Instructions to follow
From the records below, take each line where the string "graph" shows up and copy it.

Extracted records:
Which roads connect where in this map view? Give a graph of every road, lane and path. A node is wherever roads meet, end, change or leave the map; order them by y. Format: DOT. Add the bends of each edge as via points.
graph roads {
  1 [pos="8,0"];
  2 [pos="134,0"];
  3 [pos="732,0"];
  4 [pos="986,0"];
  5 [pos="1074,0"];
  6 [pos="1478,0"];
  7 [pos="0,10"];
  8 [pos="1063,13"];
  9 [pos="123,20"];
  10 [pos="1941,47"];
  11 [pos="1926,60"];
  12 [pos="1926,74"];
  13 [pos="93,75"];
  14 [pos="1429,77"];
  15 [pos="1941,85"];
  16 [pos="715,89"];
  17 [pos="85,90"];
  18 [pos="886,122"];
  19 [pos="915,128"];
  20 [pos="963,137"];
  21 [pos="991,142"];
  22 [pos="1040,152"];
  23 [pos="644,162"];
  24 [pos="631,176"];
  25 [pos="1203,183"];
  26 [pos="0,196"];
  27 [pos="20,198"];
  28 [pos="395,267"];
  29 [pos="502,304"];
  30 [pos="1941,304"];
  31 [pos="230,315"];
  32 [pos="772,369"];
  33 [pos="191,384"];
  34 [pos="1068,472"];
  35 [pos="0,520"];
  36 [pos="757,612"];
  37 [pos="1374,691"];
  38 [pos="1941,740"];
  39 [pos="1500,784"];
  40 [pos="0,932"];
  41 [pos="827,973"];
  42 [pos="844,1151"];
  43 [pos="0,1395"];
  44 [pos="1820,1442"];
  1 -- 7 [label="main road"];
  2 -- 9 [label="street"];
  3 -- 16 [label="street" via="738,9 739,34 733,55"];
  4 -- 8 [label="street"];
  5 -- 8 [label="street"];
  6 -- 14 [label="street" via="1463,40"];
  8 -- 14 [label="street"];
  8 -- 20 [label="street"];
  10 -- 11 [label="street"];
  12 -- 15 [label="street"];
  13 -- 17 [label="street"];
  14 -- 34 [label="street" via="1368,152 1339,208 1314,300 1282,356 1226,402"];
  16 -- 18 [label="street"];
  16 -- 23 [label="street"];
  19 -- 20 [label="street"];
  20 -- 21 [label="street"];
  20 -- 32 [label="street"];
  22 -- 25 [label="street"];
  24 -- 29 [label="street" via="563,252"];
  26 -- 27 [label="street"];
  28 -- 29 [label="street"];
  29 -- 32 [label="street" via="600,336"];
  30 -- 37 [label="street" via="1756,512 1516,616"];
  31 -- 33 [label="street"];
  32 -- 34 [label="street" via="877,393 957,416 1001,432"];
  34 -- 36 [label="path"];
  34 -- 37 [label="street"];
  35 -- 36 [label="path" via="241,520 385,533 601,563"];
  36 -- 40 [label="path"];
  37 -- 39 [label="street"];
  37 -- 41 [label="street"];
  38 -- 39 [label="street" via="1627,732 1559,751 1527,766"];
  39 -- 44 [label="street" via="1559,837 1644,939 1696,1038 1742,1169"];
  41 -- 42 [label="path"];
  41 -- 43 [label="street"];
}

Exercise response
Which roads connect where in this map view? Give a graph of every road, lane and path. A node is wherever roads meet, end, change or leave the map; order them by y. Format: DOT. Add the bends of each edge as via points.
graph roads {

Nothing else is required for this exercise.